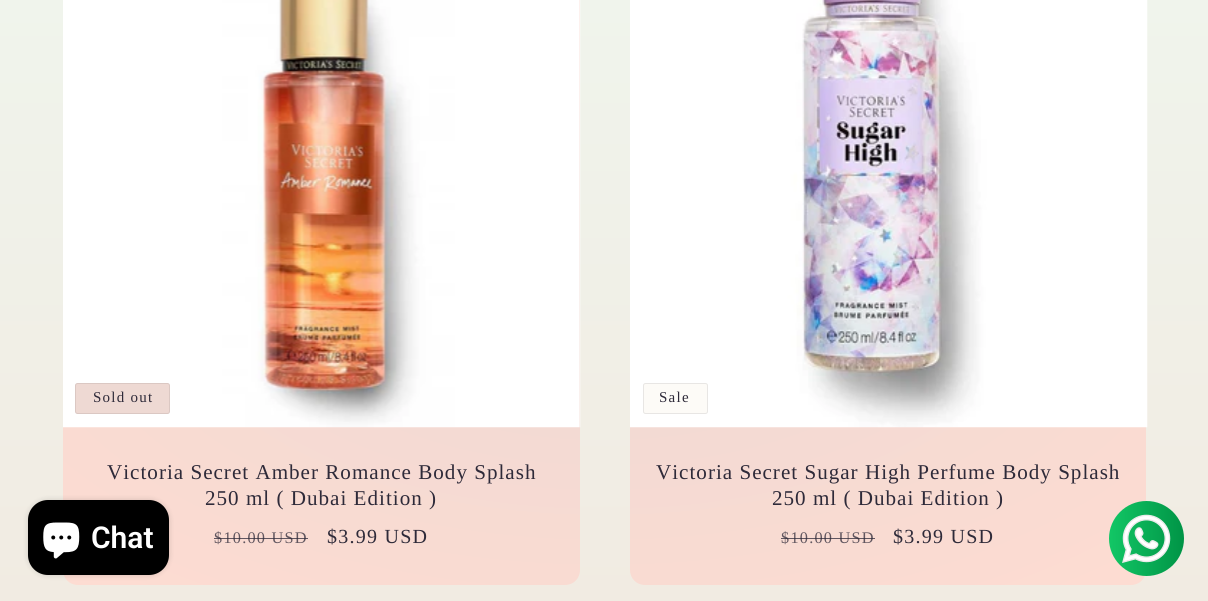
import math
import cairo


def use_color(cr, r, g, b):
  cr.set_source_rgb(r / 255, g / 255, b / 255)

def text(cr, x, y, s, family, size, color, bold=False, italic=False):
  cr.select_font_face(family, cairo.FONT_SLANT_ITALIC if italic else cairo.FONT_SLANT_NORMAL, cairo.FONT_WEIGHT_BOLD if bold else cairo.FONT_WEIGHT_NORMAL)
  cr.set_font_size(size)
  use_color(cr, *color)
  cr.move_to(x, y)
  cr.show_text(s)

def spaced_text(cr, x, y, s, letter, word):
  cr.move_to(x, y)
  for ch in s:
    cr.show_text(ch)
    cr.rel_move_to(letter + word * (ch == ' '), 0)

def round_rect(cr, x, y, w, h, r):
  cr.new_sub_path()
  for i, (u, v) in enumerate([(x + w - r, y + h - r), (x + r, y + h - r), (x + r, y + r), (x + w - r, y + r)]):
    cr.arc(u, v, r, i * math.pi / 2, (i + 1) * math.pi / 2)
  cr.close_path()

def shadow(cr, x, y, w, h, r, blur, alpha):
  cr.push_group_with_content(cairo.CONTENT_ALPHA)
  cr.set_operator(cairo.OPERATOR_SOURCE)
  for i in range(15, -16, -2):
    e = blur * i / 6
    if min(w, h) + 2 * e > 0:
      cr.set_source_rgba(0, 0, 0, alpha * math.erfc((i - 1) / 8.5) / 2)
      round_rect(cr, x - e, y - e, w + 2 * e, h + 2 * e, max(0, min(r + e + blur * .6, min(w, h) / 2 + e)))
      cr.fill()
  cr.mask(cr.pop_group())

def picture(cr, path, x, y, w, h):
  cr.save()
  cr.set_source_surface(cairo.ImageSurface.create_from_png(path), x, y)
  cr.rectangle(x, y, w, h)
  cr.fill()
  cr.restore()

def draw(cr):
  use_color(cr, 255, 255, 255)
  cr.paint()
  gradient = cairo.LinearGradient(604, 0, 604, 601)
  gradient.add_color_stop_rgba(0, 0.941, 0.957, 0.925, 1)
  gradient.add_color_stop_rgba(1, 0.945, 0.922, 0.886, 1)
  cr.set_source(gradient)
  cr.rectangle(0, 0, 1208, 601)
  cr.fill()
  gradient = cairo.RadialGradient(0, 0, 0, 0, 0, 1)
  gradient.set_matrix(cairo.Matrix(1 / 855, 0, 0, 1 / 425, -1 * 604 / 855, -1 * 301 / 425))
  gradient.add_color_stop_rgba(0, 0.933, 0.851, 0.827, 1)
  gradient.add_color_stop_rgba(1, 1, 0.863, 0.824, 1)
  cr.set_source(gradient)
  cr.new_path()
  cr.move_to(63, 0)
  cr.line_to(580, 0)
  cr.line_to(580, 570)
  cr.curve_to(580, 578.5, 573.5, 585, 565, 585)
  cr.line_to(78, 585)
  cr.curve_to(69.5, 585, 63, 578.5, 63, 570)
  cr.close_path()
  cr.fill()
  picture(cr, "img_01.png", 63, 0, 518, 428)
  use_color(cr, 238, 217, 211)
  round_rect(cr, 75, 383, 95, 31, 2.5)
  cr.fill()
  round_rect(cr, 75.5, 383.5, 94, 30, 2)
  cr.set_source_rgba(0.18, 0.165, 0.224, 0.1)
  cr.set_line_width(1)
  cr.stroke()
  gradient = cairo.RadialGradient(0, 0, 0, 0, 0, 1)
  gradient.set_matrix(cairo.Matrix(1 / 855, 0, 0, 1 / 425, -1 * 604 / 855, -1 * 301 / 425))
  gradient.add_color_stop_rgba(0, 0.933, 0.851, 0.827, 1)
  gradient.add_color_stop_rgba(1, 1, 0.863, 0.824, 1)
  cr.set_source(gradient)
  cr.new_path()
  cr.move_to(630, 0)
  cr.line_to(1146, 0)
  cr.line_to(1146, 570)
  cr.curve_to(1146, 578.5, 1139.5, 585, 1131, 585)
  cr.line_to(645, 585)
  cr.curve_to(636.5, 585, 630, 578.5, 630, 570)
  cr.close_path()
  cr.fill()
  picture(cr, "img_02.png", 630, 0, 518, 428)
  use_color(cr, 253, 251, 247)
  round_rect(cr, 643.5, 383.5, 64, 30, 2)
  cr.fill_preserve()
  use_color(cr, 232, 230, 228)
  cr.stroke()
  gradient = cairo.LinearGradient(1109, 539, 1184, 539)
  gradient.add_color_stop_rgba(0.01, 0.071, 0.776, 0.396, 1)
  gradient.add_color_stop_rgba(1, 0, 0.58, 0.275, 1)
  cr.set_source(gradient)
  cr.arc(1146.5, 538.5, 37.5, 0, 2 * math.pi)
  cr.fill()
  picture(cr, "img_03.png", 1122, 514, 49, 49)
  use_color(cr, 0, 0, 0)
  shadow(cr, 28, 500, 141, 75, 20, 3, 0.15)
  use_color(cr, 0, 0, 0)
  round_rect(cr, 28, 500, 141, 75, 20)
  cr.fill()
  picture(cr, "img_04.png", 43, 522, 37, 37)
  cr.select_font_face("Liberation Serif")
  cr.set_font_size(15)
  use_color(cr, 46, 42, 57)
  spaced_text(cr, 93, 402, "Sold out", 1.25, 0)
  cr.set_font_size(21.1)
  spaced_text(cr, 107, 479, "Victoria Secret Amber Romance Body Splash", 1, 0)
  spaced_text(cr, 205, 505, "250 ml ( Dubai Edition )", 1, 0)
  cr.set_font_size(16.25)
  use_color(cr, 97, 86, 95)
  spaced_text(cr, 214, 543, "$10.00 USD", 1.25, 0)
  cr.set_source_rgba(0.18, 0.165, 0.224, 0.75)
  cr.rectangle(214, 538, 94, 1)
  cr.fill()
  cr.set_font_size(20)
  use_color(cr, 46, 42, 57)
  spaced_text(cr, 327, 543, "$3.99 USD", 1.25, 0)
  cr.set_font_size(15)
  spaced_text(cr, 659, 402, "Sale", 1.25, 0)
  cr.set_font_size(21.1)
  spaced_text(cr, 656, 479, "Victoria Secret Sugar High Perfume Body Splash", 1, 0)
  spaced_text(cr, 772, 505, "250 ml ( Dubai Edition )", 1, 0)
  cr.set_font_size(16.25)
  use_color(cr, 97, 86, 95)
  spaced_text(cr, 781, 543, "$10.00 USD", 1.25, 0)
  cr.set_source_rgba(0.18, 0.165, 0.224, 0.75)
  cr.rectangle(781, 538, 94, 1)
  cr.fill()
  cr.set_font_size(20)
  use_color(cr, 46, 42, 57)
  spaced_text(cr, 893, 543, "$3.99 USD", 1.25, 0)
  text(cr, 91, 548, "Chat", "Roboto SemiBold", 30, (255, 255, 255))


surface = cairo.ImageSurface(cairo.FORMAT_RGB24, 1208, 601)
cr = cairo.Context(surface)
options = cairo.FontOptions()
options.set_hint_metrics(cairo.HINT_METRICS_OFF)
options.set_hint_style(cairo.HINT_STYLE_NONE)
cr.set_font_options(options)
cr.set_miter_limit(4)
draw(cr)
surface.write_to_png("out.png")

> [What the task asks]: Give again, word for word, only the lines that run from the top of the data above through the line with "if min(w, h)". Drop the pictures.

> [Output]:
import math
import cairo


def use_color(cr, r, g, b):
  cr.set_source_rgb(r / 255, g / 255, b / 255)

def text(cr, x, y, s, family, size, color, bold=False, italic=False):
  cr.select_font_face(family, cairo.FONT_SLANT_ITALIC if italic else cairo.FONT_SLANT_NORMAL, cairo.FONT_WEIGHT_BOLD if bold else cairo.FONT_WEIGHT_NORMAL)
  cr.set_font_size(size)
  use_color(cr, *color)
  cr.move_to(x, y)
  cr.show_text(s)

def spaced_text(cr, x, y, s, letter, word):
  cr.move_to(x, y)
  for ch in s:
    cr.show_text(ch)
    cr.rel_move_to(letter + word * (ch == ' '), 0)

def round_rect(cr, x, y, w, h, r):
  cr.new_sub_path()
  for i, (u, v) in enumerate([(x + w - r, y + h - r), (x + r, y + h - r), (x + r, y + r), (x + w - r, y + r)]):
    cr.arc(u, v, r, i * math.pi / 2, (i + 1) * math.pi / 2)
  cr.close_path()

def shadow(cr, x, y, w, h, r, blur, alpha):
  cr.push_group_with_content(cairo.CONTENT_ALPHA)
  cr.set_operator(cairo.OPERATOR_SOURCE)
  for i in range(15, -16, -2):
    e = blur * i / 6
    if min(w, h) + 2 * e > 0:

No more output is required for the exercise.